Ecology: Discussed will be the underlying concepts of why yoga and Ayurveda are by their very natures sciences of ecology. Also presented are outstanding examples of ecologically responsible businesses….and a few things to watch out for.

Sitting Down With: John Friend. John is the founder of Anusara Yoga. A new style of yoga has not taken off like this since Mr. Iyengar brought his system to the United States. John discusses where Anusara Yoga is today.

 

 :: March/April 2006 Volume 5/Number 2


Sitting Down With: Joel Kramer

By Julie Deife

Joel Kramer is trained in philosophy and psychology, is a physical and mental yoga adept and a radical who’s back after many years of self-imposed seclusion.
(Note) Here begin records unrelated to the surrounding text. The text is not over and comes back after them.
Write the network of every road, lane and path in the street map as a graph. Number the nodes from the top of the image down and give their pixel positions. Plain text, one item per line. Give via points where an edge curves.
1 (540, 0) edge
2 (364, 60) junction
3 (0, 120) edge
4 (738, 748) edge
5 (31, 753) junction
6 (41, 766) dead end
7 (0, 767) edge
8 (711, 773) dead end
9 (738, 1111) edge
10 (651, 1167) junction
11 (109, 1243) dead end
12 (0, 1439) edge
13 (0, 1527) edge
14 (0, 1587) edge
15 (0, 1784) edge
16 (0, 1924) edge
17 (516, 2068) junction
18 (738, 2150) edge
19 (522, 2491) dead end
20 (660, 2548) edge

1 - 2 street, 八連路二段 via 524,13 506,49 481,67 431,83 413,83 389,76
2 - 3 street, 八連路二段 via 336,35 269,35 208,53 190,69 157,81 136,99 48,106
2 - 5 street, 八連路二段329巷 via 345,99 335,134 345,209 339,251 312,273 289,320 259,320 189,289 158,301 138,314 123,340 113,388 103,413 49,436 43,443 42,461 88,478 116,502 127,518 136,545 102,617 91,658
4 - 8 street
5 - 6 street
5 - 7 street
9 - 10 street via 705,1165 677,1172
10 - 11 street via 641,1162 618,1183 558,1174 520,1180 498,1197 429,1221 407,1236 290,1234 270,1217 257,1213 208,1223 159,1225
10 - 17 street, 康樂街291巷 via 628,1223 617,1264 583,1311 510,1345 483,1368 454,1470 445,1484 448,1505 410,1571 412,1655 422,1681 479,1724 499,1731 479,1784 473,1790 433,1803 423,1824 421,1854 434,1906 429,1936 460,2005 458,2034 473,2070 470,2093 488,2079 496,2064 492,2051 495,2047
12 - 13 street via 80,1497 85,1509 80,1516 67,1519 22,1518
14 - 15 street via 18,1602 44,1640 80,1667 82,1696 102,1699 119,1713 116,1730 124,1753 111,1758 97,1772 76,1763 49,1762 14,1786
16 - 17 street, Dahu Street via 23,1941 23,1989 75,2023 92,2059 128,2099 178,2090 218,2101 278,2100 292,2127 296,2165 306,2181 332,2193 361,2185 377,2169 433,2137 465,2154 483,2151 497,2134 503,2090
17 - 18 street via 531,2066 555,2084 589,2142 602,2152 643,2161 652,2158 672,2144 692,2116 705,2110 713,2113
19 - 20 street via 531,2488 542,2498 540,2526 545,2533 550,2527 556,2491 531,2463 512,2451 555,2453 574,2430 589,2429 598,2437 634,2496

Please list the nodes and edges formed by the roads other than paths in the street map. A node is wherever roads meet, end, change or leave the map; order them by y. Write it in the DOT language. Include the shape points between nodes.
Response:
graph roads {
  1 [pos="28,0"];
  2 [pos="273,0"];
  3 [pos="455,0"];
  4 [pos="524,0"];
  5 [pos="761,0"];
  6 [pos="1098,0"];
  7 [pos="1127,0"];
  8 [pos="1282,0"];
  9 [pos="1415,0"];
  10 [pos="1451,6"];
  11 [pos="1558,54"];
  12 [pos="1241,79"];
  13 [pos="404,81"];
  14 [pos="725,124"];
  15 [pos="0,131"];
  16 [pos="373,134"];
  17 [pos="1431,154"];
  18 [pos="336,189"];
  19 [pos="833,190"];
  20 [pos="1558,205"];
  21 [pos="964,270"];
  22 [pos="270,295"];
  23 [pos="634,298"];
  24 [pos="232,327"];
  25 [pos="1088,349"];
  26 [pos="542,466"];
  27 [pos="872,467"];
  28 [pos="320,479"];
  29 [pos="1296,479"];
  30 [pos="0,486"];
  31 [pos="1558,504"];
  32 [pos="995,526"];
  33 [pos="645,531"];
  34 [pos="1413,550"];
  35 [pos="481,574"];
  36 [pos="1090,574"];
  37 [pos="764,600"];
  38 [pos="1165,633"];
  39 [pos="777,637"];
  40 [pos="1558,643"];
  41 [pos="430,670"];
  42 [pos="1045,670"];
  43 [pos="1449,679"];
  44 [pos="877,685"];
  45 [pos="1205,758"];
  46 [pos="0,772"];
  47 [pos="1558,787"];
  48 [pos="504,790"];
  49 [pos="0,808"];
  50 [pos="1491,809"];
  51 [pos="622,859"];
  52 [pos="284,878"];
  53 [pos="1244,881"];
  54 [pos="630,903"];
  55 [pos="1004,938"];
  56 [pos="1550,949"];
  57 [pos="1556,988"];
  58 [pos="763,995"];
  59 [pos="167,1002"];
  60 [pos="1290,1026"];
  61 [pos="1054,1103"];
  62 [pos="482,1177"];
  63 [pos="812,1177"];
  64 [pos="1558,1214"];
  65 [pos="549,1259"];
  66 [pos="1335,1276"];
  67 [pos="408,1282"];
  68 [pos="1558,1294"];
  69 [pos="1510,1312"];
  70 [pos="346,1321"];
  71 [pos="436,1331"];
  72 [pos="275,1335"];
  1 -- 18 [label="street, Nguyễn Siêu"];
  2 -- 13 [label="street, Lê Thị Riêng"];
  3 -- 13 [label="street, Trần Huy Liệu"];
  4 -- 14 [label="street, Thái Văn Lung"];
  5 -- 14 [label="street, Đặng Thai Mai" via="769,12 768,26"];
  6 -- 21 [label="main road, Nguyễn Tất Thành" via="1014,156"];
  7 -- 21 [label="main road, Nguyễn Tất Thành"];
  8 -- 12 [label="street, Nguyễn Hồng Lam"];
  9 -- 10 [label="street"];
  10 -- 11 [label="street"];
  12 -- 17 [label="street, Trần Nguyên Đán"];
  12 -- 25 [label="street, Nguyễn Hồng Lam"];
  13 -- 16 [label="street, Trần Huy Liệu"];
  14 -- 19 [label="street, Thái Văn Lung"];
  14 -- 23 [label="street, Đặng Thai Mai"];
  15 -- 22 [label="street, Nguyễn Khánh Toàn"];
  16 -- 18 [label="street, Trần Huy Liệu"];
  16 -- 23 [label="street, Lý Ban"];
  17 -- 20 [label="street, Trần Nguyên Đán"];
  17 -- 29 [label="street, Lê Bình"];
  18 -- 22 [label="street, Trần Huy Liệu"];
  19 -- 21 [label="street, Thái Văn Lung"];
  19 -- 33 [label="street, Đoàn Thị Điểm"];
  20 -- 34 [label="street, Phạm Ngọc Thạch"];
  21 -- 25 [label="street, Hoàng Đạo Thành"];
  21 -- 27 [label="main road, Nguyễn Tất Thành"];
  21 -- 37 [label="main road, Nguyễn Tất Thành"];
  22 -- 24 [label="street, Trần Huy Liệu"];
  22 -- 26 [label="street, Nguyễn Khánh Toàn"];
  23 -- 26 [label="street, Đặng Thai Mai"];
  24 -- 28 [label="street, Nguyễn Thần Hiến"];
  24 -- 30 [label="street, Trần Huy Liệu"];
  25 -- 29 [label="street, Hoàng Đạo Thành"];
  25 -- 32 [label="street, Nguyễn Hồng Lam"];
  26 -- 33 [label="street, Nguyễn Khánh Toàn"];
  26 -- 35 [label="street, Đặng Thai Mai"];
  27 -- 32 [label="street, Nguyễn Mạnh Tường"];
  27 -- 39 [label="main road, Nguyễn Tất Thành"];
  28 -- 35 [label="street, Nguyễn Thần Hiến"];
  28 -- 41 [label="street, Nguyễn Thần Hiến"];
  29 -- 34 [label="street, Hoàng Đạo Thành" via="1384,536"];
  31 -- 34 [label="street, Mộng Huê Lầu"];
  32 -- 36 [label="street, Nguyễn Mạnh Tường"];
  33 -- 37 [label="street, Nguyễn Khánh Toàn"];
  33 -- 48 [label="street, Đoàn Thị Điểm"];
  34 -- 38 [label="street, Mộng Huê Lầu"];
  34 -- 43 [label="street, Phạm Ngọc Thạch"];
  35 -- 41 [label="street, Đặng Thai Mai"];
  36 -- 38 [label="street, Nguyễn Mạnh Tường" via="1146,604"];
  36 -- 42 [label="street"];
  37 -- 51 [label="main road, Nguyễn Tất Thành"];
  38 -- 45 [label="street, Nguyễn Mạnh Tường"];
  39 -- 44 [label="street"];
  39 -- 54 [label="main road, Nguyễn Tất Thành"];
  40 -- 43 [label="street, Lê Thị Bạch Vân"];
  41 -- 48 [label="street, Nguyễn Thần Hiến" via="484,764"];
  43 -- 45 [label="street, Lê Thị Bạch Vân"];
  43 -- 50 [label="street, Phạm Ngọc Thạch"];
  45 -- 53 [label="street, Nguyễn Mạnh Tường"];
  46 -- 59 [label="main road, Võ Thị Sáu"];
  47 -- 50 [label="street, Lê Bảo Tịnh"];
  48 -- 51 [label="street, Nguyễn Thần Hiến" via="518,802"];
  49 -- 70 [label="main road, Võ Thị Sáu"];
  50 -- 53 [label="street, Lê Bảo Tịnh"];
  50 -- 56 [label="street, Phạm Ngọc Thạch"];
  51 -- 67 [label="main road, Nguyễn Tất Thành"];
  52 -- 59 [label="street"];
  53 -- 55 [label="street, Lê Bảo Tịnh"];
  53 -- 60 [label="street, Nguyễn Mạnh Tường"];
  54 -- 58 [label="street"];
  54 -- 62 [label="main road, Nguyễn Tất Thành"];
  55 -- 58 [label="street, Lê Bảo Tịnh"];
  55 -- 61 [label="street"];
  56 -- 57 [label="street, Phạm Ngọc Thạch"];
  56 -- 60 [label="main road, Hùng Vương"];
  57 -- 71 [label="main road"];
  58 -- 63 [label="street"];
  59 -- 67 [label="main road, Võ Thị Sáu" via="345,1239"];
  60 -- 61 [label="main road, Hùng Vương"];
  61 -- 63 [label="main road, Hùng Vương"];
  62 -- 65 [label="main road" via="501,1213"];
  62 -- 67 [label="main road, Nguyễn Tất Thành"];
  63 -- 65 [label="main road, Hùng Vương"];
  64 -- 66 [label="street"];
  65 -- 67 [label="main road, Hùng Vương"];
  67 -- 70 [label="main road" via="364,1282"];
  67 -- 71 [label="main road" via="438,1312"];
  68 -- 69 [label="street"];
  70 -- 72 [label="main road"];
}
He was a resident teacher at Esalen
Institute from 1968 - 70 and a regular contributor to the Yoga Journal in the 80’s. Kramer taught many of today’s most famous teachers including Erich Schiffmann and David Swenson and he is the author of The Passionate Mind and, along with his partner Diana Alstad, The Guru Papers: Masks of Authoritarian Power which is a comprehensive and detailed work exploring authoritarianism in religion, institutions, the family, sexual relations and addictions. At age 68, Kramer has decided to offer yoga again and to speak out on critical public issues. Why?

Kramer: I started talking again because of the state of the world. I feel we are a species at risk.

Julie: How much time do you think we have as a species?

Kramer: I have no idea. I operate on a strange kind of evolutionary perspective, and from my point of view, things have to get worse in order to do the kind of transformation that is going to be necessary for viability.

Many years ago, when I was complaining to a very smart man who was actually Trudeau’s energy minister about the state of the world, and he looked at me and said, “Look, if you are really interested in change then optimism is your best strategy;” intuitively, I knew he was correct. The question is, how do you become optimistic and not be a Pollyanna or self-serving? Over the years, we have developed perspectives that I do not call optimistic, I call “possiblistic.” We have real possibilities and unless people begin to move toward these possibilities, I think we are in real trouble.

Evolution always puts you against a barrier that either you cross it or you do not. One of the things that I think we are, and I think we are many things as human beings, are “unconscious self-reflective predators.”

Julie: But that is not a state that we have to maintain, right?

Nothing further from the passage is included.